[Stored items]
*****
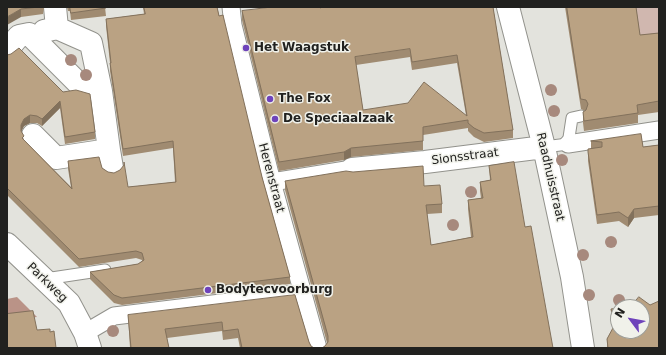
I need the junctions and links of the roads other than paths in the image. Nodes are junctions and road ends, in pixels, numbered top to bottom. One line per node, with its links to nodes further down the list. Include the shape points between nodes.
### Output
1 (231, 7): 13 (street, Herenstraat, via 233,25)
2 (508, 7): 11 (street, Raadhuisstraat)
3 (56, 17): 4 (street); 6 (street, via 91,43)
4 (29, 34): 5 (street, via 19,36); 6 (street, via 82,87)
5 (7, 50)
6 (101, 91): 9 (street, via 110,159 56,158)
7 (581, 116): 10 (lane, via 572,118)
8 (659, 130): 10 (street, Sionsstraat)
9 (33, 135)
10 (568, 144): 11 (lane, Sionsstraat)
11 (544, 147): 12 (street, Sionsstraat); 20 (street, Raadhuisstraat, via 572,277)
12 (352, 169): 13 (street, Sionsstraat)
13 (272, 182): 17 (street, Herenstraat)
14 (7, 244): 16 (street, Parkweg)
15 (114, 268): 16 (lane)
16 (45, 279): 18 (street, Parkweg, via 69,304)
17 (303, 293): 18 (street, via 114,316); 19 (street, Herenstraat)
18 (88, 341)
19 (318, 348)
20 (583, 348)

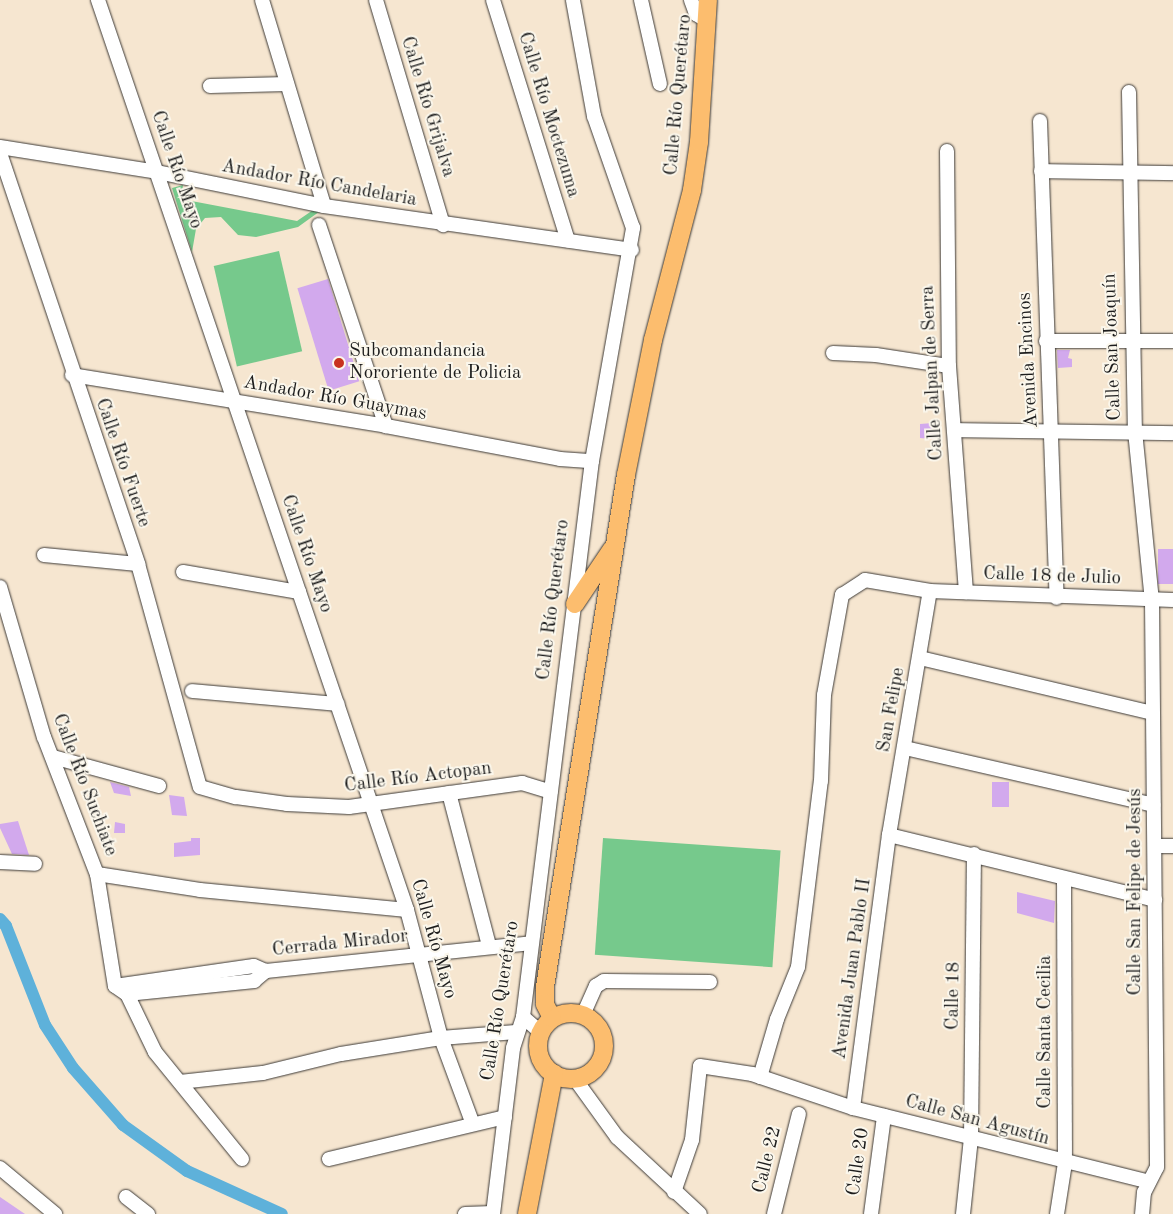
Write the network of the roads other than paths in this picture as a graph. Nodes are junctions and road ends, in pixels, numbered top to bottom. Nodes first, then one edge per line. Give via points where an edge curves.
*****
#### Your task:
Please print each of the records word for word, keeping the pictures out.

#### Solution to this task:
I need the junctions and links of the roads other than paths in the image. Nodes are junctions and road ends, in pixels, numbered top to bottom. One line per node, with its links to nodes further down the list. Include the shape points between nodes.
### Output
1 (231, 7): 13 (street, Herenstraat, via 233,25)
2 (508, 7): 11 (street, Raadhuisstraat)
3 (56, 17): 4 (street); 6 (street, via 91,43)
4 (29, 34): 5 (street, via 19,36); 6 (street, via 82,87)
5 (7, 50)
6 (101, 91): 9 (street, via 110,159 56,158)
7 (581, 116): 10 (lane, via 572,118)
8 (659, 130): 10 (street, Sionsstraat)
9 (33, 135)
10 (568, 144): 11 (lane, Sionsstraat)
11 (544, 147): 12 (street, Sionsstraat); 20 (street, Raadhuisstraat, via 572,277)
12 (352, 169): 13 (street, Sionsstraat)
13 (272, 182): 17 (street, Herenstraat)
14 (7, 244): 16 (street, Parkweg)
15 (114, 268): 16 (lane)
16 (45, 279): 18 (street, Parkweg, via 69,304)
17 (303, 293): 18 (street, via 114,316); 19 (street, Herenstraat)
18 (88, 341)
19 (318, 348)
20 (583, 348)

Write the network of the roads other than paths in this picture as a graph. Nodes are junctions and road ends, in pixels, numbered top to bottom. Nodes first, then one edge per line. Give via points where an edge curves.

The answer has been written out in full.